Demikian juga ketika meminta bantuan melalui surat Senin (9/1/2026) ke RSMCH, hanya mendapatkan balasan pemberitahuan melalui surat tertanggal 23 Januari 2026 No. 37/S.DIR/DIR/RSMCH/2026 yang ditandatangani Direktur RSMCH dr. Cholid Yamani, MARS bahwa sudah menyampaikan ke RITS dengan janji akan ditindaklanjuti sesuai ketentuan yang berlaku.
Sebagaiman peraturan perundangan bahwa pemberi kerja atau alih daya wajib memberikan hak-hak pekerja, yaitu: sisa upah, kompensasi kerja, dan santunan kematian serta selisih upah yang diberikan dibawah UMK.
Isteri almarhum kecewa bahkan janji akan diberikan sisa upah juga tidak diberikan.
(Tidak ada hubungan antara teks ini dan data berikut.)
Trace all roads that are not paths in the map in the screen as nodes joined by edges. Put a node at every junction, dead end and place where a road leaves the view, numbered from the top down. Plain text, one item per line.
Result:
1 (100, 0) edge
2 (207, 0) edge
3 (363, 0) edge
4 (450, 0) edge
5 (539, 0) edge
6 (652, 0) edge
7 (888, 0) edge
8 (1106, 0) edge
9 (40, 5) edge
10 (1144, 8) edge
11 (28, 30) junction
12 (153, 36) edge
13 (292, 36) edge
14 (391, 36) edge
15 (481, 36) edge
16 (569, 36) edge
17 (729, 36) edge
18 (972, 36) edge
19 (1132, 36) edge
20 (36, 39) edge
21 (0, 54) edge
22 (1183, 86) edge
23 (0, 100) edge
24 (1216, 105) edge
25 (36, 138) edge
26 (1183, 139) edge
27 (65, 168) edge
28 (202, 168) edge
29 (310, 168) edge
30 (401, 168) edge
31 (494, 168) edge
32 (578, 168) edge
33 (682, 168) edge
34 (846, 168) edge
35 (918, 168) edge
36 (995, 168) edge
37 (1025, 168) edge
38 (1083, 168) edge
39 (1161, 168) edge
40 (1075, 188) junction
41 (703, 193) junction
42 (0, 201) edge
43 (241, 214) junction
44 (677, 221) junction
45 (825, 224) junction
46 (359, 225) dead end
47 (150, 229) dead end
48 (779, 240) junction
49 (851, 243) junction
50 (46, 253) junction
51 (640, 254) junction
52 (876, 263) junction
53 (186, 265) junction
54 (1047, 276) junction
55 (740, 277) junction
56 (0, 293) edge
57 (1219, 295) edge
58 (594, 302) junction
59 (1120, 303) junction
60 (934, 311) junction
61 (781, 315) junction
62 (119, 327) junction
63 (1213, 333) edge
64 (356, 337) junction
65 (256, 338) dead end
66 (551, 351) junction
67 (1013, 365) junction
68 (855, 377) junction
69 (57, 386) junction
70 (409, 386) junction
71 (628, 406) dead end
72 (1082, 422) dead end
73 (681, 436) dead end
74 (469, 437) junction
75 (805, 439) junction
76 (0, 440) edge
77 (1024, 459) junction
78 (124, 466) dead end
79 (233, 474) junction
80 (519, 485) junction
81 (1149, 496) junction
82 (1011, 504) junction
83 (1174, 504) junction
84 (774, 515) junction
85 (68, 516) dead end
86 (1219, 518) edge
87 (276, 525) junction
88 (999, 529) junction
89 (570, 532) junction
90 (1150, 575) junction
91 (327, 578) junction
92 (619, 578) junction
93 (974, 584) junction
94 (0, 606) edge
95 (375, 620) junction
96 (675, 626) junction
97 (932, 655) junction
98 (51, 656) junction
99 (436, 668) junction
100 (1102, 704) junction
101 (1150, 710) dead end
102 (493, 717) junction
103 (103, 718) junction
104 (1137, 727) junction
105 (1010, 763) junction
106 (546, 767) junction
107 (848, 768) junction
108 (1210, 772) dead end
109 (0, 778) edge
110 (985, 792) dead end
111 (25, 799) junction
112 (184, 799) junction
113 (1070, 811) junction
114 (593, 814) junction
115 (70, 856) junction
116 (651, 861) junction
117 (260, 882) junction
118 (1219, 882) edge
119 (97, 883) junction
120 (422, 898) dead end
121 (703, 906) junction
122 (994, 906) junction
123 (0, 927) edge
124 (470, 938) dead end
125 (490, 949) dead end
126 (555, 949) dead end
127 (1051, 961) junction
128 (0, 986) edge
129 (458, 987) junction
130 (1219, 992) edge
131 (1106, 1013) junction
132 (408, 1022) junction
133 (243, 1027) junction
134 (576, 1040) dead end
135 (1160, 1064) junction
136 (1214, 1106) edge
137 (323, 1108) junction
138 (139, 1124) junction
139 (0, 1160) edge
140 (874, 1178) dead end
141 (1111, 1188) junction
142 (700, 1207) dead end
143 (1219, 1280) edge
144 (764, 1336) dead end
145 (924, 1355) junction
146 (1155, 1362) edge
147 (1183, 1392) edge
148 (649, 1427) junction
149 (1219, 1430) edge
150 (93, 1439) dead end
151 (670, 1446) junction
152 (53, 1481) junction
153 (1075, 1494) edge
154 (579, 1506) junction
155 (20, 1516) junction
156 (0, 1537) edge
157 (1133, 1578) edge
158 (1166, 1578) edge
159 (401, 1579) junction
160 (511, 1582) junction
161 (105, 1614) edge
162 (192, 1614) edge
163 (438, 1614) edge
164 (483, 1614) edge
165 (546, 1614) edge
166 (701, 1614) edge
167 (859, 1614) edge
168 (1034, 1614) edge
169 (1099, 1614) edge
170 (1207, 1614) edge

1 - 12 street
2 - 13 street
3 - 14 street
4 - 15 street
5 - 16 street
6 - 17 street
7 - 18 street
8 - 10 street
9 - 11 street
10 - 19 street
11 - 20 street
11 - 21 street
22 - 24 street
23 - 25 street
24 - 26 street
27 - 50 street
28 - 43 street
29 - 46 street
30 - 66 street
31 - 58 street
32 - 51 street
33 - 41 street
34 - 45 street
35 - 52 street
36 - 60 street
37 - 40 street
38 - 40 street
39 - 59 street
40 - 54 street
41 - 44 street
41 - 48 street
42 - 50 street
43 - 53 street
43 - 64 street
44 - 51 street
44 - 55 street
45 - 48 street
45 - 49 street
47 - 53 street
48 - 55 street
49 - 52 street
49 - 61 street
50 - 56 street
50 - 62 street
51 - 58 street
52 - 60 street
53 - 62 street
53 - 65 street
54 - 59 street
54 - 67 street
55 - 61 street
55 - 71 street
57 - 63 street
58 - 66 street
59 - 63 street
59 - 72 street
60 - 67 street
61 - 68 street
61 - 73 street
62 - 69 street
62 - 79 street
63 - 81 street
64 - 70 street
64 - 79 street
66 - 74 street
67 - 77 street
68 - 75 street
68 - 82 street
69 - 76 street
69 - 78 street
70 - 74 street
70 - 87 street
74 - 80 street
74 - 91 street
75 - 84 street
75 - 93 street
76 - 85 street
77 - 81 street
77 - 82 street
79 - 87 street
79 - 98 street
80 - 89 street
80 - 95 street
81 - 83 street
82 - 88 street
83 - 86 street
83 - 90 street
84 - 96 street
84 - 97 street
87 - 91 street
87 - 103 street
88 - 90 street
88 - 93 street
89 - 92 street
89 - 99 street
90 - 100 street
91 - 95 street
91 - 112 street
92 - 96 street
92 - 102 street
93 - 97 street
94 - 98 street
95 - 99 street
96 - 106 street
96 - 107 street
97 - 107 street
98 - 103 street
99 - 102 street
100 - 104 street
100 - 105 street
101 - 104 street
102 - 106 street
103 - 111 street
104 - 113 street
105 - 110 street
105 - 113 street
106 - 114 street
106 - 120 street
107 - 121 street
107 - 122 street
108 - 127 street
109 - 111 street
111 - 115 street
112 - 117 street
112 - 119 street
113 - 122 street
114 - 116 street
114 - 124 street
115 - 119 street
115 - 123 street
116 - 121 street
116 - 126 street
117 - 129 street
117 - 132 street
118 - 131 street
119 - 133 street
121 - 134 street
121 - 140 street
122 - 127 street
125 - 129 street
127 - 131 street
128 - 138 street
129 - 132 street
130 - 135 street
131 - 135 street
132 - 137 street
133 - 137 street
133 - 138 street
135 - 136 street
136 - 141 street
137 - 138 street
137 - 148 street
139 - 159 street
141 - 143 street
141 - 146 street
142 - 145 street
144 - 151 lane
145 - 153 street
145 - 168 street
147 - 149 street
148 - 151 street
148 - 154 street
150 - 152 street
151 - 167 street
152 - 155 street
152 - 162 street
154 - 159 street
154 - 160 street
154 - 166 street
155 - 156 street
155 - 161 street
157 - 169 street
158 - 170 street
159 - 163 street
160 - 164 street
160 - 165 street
Kembali pada Senin (2/2/2026) isteri almarhum memberikan surat ke RSMCH karena belum adanya realisasi tindak lanjut, dan tetap tidak ada tanggapan.
Ironisnya lagi selama bekerja 6 tahun almarhum tidak diikutksertakan BPJS, upah diberikan di bawah UMR, tidak diberikan kompensasi kontrak, dan jam kerja 12 jam tanpa uang lembur.
“Saya sangat kecewa, upah sisa sekitar 14 hari kerja saja tidak dibayarkan, padahal sudah dijanjikan, ini pengelapan, keterlaluan”, kesal Heddinar.
Pengamat dan Praktisi Ketenagakerjaan Silaen yang juga kuasa dari isteri almarhum menyatakan: “Menurut UU Cipta Kerja Nomor 6 tahun 2023 dan PP Nomor 35 tahun 2021, pihak pemberi kerja RSMCH tidak bisa lepas tanggungjawab terhadap perlindungan pekerja. Bahkan pemberian upah di bawah UMK saja dapat dipidana 1 – 4 tahun penjara atau denda Rp100 – 400 juta”.